Task statement: Below is a set of records, and all of them should be retyped exactly, minus the pictures.
[Input — start]
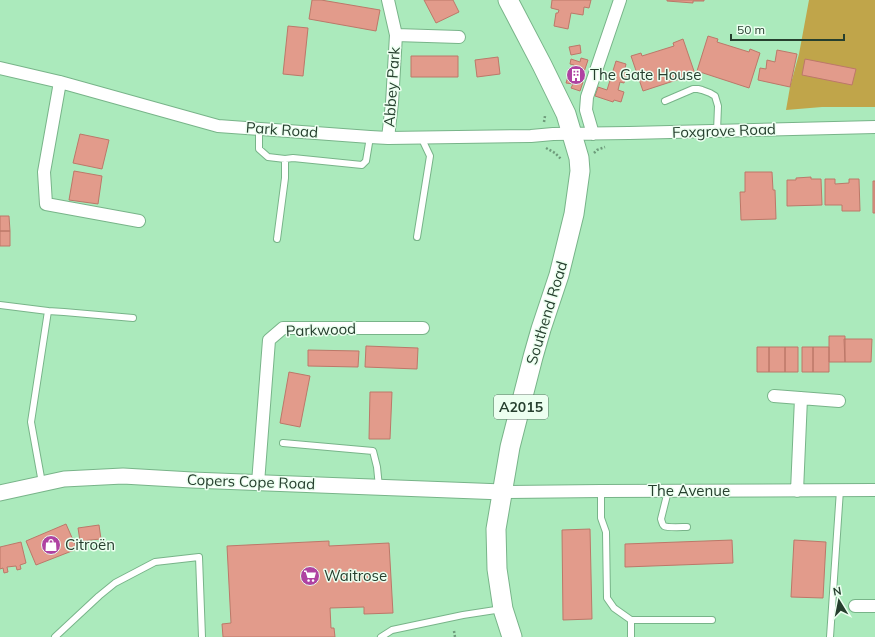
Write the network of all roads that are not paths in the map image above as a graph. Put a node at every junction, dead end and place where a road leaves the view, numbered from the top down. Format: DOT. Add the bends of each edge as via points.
graph roads {
  1 [pos="388,0"];
  2 [pos="508,0"];
  3 [pos="620,0"];
  4 [pos="396,35"];
  5 [pos="459,37"];
  6 [pos="0,68"];
  7 [pos="60,82"];
  8 [pos="665,101"];
  9 [pos="875,127"];
  10 [pos="259,129"];
  11 [pos="717,131"];
  12 [pos="572,134"];
  13 [pos="593,134"];
  14 [pos="370,137"];
  15 [pos="421,137"];
  16 [pos="388,138"];
  17 [pos="285,159"];
  18 [pos="139,221"];
  19 [pos="417,237"];
  20 [pos="277,239"];
  21 [pos="0,305"];
  22 [pos="48,312"];
  23 [pos="133,318"];
  24 [pos="423,328"];
  25 [pos="774,396"];
  26 [pos="802,398"];
  27 [pos="839,400"];
  28 [pos="283,443"];
  29 [pos="258,482"];
  30 [pos="42,483"];
  31 [pos="378,487"];
  32 [pos="840,490"];
  33 [pos="875,490"];
  34 [pos="601,491"];
  35 [pos="668,491"];
  36 [pos="797,491"];
  37 [pos="503,492"];
  38 [pos="0,493"];
  39 [pos="686,527"];
  40 [pos="855,606"];
  41 [pos="875,606"];
  42 [pos="503,609"];
  43 [pos="631,620"];
  44 [pos="712,620"];
  45 [pos="55,637"];
  46 [pos="202,637"];
  47 [pos="381,637"];
  48 [pos="512,637"];
  49 [pos="631,637"];
  50 [pos="830,637"];
  1 -- 4 [label="street, Abbey Park"];
  2 -- 12 [label="main road, Southend Road / A2015" via="566,114"];
  3 -- 13 [label="street" via="587,97 586,110"];
  4 -- 5 [label="street, Abbey Park"];
  4 -- 16 [label="street, Abbey Park"];
  6 -- 7 [label="street, Park Road"];
  7 -- 10 [label="street, Park Road" via="218,126"];
  7 -- 18 [label="street" via="44,172 46,204"];
  8 -- 11 [label="lane" via="698,88 710,93 715,96 718,106"];
  9 -- 11 [label="street, Foxgrove Road"];
  10 -- 14 [label="street, Park Road"];
  10 -- 17 [label="lane" via="259,149 268,157"];
  11 -- 13 [label="street, Foxgrove Road"];
  12 -- 13 [label="street, Foxgrove Road"];
  12 -- 15 [label="street, Park Road"];
  12 -- 37 [label="main road, Southend Road / A2015" via="580,171 574,214 510,447"];
  14 -- 16 [label="street, Park Road"];
  14 -- 17 [label="lane" via="366,161 362,165"];
  15 -- 16 [label="street, Park Road"];
  15 -- 19 [label="lane" via="430,156"];
  17 -- 20 [label="lane"];
  21 -- 22 [label="lane"];
  22 -- 23 [label="lane"];
  22 -- 30 [label="lane" via="31,422"];
  24 -- 29 [label="street, Parkwood" via="283,328 269,340"];
  25 -- 26 [label="street"];
  26 -- 27 [label="street"];
  26 -- 36 [label="street"];
  28 -- 31 [label="lane" via="373,451"];
  29 -- 30 [label="street, Copers Cope Road" via="122,476 64,479"];
  29 -- 31 [label="street, Copers Cope Road"];
  30 -- 38 [label="street, Copers Cope Road"];
  31 -- 37 [label="street, Copers Cope Road"];
  32 -- 33 [label="street, The Avenue"];
  32 -- 36 [label="street, The Avenue"];
  32 -- 50 [label="lane"];
  34 -- 35 [label="street, The Avenue"];
  34 -- 37 [label="street, The Avenue"];
  34 -- 43 [label="lane" via="601,518 606,532 607,598 614,608"];
  35 -- 36 [label="street, The Avenue"];
  35 -- 39 [label="lane" via="662,523 668,527"];
  37 -- 42 [label="main road, Southend Road / A2015" via="496,529 497,569"];
  40 -- 41 [label="street"];
  42 -- 47 [label="lane" via="392,630"];
  42 -- 48 [label="main road, Southend Road / A2015"];
  43 -- 44 [label="lane"];
  43 -- 49 [label="lane"];
  45 -- 46 [label="lane" via="115,583 155,562 199,557"];
}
[Input — finish]
Answer to the problem:
Write the network of all roads that are not paths in the map image above as a graph. Put a node at every junction, dead end and place where a road leaves the view, numbered from the top down. Format: DOT. Add the bends of each edge as via points.
graph roads {
  1 [pos="388,0"];
  2 [pos="508,0"];
  3 [pos="620,0"];
  4 [pos="396,35"];
  5 [pos="459,37"];
  6 [pos="0,68"];
  7 [pos="60,82"];
  8 [pos="665,101"];
  9 [pos="875,127"];
  10 [pos="259,129"];
  11 [pos="717,131"];
  12 [pos="572,134"];
  13 [pos="593,134"];
  14 [pos="370,137"];
  15 [pos="421,137"];
  16 [pos="388,138"];
  17 [pos="285,159"];
  18 [pos="139,221"];
  19 [pos="417,237"];
  20 [pos="277,239"];
  21 [pos="0,305"];
  22 [pos="48,312"];
  23 [pos="133,318"];
  24 [pos="423,328"];
  25 [pos="774,396"];
  26 [pos="802,398"];
  27 [pos="839,400"];
  28 [pos="283,443"];
  29 [pos="258,482"];
  30 [pos="42,483"];
  31 [pos="378,487"];
  32 [pos="840,490"];
  33 [pos="875,490"];
  34 [pos="601,491"];
  35 [pos="668,491"];
  36 [pos="797,491"];
  37 [pos="503,492"];
  38 [pos="0,493"];
  39 [pos="686,527"];
  40 [pos="855,606"];
  41 [pos="875,606"];
  42 [pos="503,609"];
  43 [pos="631,620"];
  44 [pos="712,620"];
  45 [pos="55,637"];
  46 [pos="202,637"];
  47 [pos="381,637"];
  48 [pos="512,637"];
  49 [pos="631,637"];
  50 [pos="830,637"];
  1 -- 4 [label="street, Abbey Park"];
  2 -- 12 [label="main road, Southend Road / A2015" via="566,114"];
  3 -- 13 [label="street" via="587,97 586,110"];
  4 -- 5 [label="street, Abbey Park"];
  4 -- 16 [label="street, Abbey Park"];
  6 -- 7 [label="street, Park Road"];
  7 -- 10 [label="street, Park Road" via="218,126"];
  7 -- 18 [label="street" via="44,172 46,204"];
  8 -- 11 [label="lane" via="698,88 710,93 715,96 718,106"];
  9 -- 11 [label="street, Foxgrove Road"];
  10 -- 14 [label="street, Park Road"];
  10 -- 17 [label="lane" via="259,149 268,157"];
  11 -- 13 [label="street, Foxgrove Road"];
  12 -- 13 [label="street, Foxgrove Road"];
  12 -- 15 [label="street, Park Road"];
  12 -- 37 [label="main road, Southend Road / A2015" via="580,171 574,214 510,447"];
  14 -- 16 [label="street, Park Road"];
  14 -- 17 [label="lane" via="366,161 362,165"];
  15 -- 16 [label="street, Park Road"];
  15 -- 19 [label="lane" via="430,156"];
  17 -- 20 [label="lane"];
  21 -- 22 [label="lane"];
  22 -- 23 [label="lane"];
  22 -- 30 [label="lane" via="31,422"];
  24 -- 29 [label="street, Parkwood" via="283,328 269,340"];
  25 -- 26 [label="street"];
  26 -- 27 [label="street"];
  26 -- 36 [label="street"];
  28 -- 31 [label="lane" via="373,451"];
  29 -- 30 [label="street, Copers Cope Road" via="122,476 64,479"];
  29 -- 31 [label="street, Copers Cope Road"];
  30 -- 38 [label="street, Copers Cope Road"];
  31 -- 37 [label="street, Copers Cope Road"];
  32 -- 33 [label="street, The Avenue"];
  32 -- 36 [label="street, The Avenue"];
  32 -- 50 [label="lane"];
  34 -- 35 [label="street, The Avenue"];
  34 -- 37 [label="street, The Avenue"];
  34 -- 43 [label="lane" via="601,518 606,532 607,598 614,608"];
  35 -- 36 [label="street, The Avenue"];
  35 -- 39 [label="lane" via="662,523 668,527"];
  37 -- 42 [label="main road, Southend Road / A2015" via="496,529 497,569"];
  40 -- 41 [label="street"];
  42 -- 47 [label="lane" via="392,630"];
  42 -- 48 [label="main road, Southend Road / A2015"];
  43 -- 44 [label="lane"];
  43 -- 49 [label="lane"];
  45 -- 46 [label="lane" via="115,583 155,562 199,557"];
}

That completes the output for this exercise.